Vizinhos disputam ICMS de hidrelétrica no Interior de SP
Bauru, 02 (AE) - Os moradores de Boracéia, na margem esquerda do Rio Tietê, iniciaram uma briga com Bariri, cidade localizada na margem direita, para receber o Imposto sobre Circulação de Mercadoria e Serviços (ICMS) relativo à produção da Hidrelétrica álvaro de Souza Lima, construída na divisa das cidades da região de Bauru.
Desde 1967 o imposto é adicionado à cota-parte de Bariri
que detém o domicílio fiscal da usina. Boracéia alega que as máquinas de geração e até o canal de navegação estão no seu lado e, assim, é credora dos tributos, no valor de R$ 60 mil mensais.

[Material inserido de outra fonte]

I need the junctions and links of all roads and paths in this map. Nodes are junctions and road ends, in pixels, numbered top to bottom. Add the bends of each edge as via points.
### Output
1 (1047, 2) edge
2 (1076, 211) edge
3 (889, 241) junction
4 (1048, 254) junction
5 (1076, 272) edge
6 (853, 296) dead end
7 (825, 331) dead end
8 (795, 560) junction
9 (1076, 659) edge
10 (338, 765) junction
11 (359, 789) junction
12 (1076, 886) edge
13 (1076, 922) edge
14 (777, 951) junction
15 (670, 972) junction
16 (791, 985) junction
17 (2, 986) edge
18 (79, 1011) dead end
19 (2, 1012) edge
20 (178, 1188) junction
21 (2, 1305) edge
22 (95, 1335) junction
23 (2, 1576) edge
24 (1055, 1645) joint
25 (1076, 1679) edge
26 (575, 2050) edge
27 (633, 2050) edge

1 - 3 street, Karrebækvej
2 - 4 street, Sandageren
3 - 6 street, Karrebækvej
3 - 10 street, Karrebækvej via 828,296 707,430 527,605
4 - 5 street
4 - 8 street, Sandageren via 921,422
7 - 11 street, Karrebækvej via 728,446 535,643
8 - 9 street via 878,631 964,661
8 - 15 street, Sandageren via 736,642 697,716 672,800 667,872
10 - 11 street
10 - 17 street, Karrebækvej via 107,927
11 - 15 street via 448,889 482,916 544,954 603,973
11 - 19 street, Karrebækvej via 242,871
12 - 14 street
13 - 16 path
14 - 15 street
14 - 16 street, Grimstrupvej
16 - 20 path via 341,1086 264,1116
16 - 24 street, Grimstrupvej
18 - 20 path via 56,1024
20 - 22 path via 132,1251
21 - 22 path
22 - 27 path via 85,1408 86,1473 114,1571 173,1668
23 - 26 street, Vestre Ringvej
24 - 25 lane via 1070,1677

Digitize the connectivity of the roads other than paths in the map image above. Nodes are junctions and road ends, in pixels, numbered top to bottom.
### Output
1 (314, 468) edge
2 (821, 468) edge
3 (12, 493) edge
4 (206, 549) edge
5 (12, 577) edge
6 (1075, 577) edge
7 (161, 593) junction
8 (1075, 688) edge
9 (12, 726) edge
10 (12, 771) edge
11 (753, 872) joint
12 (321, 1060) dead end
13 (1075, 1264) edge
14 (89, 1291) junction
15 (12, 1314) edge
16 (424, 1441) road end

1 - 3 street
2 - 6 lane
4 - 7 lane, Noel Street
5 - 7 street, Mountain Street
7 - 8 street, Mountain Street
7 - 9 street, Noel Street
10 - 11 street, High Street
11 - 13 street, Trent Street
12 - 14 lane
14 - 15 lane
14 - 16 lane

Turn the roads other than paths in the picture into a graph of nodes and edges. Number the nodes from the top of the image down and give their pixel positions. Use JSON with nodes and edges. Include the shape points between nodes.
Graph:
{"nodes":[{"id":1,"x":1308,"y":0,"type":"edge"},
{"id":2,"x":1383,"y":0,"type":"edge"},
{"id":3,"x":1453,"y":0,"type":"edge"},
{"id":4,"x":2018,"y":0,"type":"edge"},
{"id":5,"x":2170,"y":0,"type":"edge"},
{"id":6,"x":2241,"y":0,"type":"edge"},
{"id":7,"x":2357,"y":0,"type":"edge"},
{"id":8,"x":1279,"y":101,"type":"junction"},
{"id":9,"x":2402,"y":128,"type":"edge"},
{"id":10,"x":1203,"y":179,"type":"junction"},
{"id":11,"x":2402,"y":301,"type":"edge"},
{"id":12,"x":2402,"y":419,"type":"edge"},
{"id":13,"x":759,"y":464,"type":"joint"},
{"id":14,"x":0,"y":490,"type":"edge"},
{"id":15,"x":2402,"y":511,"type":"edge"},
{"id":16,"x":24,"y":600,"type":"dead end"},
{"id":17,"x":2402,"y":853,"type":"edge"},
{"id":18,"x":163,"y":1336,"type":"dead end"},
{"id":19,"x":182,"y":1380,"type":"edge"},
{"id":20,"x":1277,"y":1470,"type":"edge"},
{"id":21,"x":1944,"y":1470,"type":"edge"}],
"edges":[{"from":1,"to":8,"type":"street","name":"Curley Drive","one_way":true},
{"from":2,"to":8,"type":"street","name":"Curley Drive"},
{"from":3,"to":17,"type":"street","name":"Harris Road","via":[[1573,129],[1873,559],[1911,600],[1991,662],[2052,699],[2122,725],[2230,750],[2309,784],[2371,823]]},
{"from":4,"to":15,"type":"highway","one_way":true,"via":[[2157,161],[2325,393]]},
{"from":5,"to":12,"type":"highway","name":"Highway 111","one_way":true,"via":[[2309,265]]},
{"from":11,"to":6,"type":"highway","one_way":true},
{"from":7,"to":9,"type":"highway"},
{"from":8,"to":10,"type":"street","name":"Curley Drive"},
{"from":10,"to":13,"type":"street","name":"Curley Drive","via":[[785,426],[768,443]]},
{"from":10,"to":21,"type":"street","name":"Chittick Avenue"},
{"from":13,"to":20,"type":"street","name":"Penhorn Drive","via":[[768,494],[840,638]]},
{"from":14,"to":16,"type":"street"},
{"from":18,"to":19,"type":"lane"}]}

No domingo, moradores de Boracéia interditaram a rodovia que liga os dois municípios. O movimento é organizado pelo vereador Marcos Balancieri (PPS). Segundo ele, Boracéia foi prejudicada, porque na época da instalação da usina era distrito de Pederneiras e, depois de emancipada, seus prefeitos não se interessaram por adicionar ao orçamento os rendimentos da hidrelétrica. "Lutamos pelo imposto porque é nosso direito", diz o vereadores. Ele afirma que os equipamentos da usina estão instalados no lado de Boracéia.
O prefeito de Bariri, José Cláudio dos Santos (PMDB), diz que, por ser o domicílio fiscal da usina, sua cidade tem direito aos impostos.
Ele move ação contra a Companhia Energética de São Paulo (Cesp) para reaver impostos que, de 1989 a 1991 foram divididos com Boracéia, sem a existência de determinação legal para tanto.
Além de Boracéia, outros municípios lutam pelos impostos gerados pelas hidrelétrica. Ubarana quer dividir a receita com Promissão, Andradina com Pereira Barreto e Cerqueira César com Piraju. Em Ilha Solteira, a situação é mais complicada; por ser divida de Estado, é Mato Grosso do Sul que disputa o ICMS com São Paulo.